Experts study ‘Monna Vanna’ portrait

 

A nude drawing that bears a striking resemblance to the Mona Lisa masterpiece may have been done by Leonardo da Vinci, experts told AFP.

Scientists at the Louvre in Paris, where his masterpiece is held, have been examining a charcoal drawing known as the “Monna Vanna,” which had been attributed to the Florentine master’s studio.

The large drawing has been held since 1862 in the huge collection of Renaissance art at the Conde Museum at the palace of Chantilly, north of the French capital.

Curators from the museum believe that after a month of tests at the Louvre the “drawing is at least in part” by Leonardo.

“The drawing has a quality in the way the face and hands are rendered that is truly remarkable. It is not a pale copy,” museum curator Mathieu Deldicque told AFP.

“We are looking at something which was worked on in parallel with the Mona Lisa at the end of Leonardo’s life,” he added.

“It is almost certainly a preparatory work for an oil painting,” he added, with the obvious inference being that it is closely connected to the Mona Lisa.
The hands and body, Deldicque said, are almost identical to Leonardo’s inscrutable masterpiece.

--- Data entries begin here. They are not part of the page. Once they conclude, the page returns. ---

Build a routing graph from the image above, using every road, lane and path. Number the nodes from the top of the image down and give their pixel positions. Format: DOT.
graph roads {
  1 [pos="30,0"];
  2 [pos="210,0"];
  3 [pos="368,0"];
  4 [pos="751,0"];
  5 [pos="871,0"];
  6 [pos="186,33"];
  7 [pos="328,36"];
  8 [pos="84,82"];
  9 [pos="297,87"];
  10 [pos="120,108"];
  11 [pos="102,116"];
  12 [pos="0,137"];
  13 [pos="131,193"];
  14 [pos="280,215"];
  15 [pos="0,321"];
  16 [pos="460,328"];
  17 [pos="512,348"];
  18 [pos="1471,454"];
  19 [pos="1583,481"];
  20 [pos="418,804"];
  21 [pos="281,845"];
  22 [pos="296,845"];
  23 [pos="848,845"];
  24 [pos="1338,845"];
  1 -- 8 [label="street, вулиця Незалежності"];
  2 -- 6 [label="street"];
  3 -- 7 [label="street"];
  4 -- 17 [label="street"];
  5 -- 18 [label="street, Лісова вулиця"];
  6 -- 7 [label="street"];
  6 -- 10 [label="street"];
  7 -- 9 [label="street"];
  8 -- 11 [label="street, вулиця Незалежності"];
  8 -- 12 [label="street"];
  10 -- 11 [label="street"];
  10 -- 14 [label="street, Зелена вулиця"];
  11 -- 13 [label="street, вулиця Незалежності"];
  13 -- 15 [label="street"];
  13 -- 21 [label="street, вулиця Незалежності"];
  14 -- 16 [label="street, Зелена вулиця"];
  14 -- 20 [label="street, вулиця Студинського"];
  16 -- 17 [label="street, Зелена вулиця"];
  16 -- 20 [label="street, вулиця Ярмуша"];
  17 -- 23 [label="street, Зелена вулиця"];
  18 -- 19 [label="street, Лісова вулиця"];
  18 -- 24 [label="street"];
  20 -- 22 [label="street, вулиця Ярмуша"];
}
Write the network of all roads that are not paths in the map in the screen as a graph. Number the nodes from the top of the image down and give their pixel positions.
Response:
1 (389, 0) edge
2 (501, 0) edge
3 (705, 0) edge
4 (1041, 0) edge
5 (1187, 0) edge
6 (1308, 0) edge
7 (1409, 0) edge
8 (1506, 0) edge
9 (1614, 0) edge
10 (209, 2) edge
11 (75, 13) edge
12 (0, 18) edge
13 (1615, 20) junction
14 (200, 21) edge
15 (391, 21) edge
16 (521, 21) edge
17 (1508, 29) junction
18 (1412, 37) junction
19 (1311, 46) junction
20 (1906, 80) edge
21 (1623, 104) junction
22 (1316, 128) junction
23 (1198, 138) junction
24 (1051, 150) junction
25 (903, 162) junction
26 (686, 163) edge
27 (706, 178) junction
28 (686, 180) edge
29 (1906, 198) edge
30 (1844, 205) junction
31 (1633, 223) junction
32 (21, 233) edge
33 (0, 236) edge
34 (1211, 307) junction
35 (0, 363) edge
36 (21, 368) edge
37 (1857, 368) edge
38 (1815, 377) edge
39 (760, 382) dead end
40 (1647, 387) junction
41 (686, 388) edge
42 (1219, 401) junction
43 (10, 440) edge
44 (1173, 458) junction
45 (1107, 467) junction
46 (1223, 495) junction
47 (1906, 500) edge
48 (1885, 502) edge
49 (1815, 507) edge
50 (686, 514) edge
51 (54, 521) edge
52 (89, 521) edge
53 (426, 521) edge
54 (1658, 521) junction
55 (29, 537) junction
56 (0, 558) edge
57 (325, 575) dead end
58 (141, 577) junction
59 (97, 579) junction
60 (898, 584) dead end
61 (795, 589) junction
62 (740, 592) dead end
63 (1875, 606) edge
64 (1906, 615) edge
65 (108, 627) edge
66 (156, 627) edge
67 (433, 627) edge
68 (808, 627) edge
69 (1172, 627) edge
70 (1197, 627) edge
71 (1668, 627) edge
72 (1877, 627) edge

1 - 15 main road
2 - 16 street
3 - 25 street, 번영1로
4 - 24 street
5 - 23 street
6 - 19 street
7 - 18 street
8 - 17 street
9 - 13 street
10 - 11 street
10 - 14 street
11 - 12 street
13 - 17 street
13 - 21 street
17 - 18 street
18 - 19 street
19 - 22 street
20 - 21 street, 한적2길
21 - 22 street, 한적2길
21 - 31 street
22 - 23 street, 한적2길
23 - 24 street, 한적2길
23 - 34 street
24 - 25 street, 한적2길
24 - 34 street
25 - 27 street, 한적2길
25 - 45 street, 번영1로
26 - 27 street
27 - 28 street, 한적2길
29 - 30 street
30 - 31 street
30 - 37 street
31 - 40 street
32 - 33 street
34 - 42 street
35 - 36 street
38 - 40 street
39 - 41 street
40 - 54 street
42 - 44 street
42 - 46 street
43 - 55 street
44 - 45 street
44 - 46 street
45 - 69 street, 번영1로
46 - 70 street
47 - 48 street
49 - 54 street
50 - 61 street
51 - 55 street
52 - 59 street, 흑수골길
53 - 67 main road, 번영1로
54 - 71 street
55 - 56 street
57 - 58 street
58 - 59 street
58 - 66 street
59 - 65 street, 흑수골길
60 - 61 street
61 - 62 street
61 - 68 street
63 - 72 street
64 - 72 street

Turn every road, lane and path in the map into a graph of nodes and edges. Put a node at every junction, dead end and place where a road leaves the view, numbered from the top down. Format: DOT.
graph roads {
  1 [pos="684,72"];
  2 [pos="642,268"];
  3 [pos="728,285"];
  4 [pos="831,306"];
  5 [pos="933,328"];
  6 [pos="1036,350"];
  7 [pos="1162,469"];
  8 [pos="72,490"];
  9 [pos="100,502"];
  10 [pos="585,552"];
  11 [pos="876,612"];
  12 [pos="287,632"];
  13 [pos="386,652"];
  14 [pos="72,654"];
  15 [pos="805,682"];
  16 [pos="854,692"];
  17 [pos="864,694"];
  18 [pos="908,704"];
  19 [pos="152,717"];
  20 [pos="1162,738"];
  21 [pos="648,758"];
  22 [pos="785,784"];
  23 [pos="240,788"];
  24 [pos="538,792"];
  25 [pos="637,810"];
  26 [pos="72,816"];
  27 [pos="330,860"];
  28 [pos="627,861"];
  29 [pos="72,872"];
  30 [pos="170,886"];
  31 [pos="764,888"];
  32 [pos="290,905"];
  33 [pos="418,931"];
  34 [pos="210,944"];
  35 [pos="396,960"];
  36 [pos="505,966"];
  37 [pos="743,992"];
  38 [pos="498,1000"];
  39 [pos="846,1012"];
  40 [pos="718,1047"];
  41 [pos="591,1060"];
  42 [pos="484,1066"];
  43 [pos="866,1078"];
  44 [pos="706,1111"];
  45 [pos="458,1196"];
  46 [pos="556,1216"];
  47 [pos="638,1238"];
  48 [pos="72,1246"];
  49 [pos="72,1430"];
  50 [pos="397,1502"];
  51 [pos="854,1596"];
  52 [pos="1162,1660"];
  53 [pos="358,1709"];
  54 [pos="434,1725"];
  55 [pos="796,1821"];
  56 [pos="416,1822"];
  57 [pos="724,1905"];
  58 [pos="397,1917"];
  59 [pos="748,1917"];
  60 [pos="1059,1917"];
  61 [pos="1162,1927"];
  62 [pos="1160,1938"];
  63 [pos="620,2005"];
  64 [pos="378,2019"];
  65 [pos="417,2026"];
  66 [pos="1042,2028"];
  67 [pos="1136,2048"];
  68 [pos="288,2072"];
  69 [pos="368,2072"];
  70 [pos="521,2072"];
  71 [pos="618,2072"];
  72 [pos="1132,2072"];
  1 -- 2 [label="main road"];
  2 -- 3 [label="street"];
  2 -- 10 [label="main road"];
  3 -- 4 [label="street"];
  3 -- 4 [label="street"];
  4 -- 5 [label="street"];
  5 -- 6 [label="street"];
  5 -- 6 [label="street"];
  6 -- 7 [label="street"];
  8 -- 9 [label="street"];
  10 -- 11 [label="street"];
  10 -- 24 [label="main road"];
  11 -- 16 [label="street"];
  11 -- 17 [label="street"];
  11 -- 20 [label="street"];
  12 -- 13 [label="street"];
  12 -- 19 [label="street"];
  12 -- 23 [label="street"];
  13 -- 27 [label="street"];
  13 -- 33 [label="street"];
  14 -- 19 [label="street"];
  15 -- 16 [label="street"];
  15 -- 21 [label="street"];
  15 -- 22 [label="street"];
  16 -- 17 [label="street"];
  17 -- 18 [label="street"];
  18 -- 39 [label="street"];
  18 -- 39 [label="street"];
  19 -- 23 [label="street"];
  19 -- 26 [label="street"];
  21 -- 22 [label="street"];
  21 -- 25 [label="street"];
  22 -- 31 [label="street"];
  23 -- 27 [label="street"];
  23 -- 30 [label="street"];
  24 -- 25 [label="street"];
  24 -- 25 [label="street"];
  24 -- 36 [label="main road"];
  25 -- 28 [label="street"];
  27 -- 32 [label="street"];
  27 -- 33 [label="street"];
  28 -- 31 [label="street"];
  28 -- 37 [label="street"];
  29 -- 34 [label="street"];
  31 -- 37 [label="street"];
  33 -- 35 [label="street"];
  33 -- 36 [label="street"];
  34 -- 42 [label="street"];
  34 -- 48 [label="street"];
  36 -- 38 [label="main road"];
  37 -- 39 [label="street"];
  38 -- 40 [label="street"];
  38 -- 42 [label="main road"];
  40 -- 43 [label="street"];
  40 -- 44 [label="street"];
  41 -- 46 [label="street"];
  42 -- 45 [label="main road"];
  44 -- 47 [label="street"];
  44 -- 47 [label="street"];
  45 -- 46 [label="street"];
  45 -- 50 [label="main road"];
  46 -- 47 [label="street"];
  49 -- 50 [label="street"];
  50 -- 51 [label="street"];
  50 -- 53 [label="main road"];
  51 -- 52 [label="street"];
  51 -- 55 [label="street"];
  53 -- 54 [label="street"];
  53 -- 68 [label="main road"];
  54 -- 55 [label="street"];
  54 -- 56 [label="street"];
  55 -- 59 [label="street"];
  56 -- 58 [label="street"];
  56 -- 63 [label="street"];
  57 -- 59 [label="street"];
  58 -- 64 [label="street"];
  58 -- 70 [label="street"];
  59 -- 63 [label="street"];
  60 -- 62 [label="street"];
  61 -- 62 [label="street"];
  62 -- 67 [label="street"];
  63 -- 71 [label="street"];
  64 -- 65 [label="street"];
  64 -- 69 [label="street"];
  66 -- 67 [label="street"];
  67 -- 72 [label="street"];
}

The drawing is almost the same size as the Mona Lisa, and small holes pierced around the figure point to the fact it may have been used to trace its form onto a canvas, he argued.

Louvre conservation expert Bruno Mottin confirmed that the drawing dates from Leonardo’s lifetime at the turn of the 15th century and that it was of a “very high quality.”

Tests, he told the Parisien newspaper, had already revealed that it was not a copy of a lost original.

But he said that “we must remain prudent” about definitively attributing it to Leonardo, who died in France in 1519.

“The hatching on the top of the drawing near the head was done by a right-handed person. Leonardo drew with his left hand.

“It is job that is going to take some time,” he added.

“It is a very difficult drawing to work on because it is particularly fragile.”

But Mottin said that they hoped to pin down the identity of the artist within two years, in time for an exhibition at Chantilly to celebrate the 500th anniversary of Leonardo da Vinci’s death.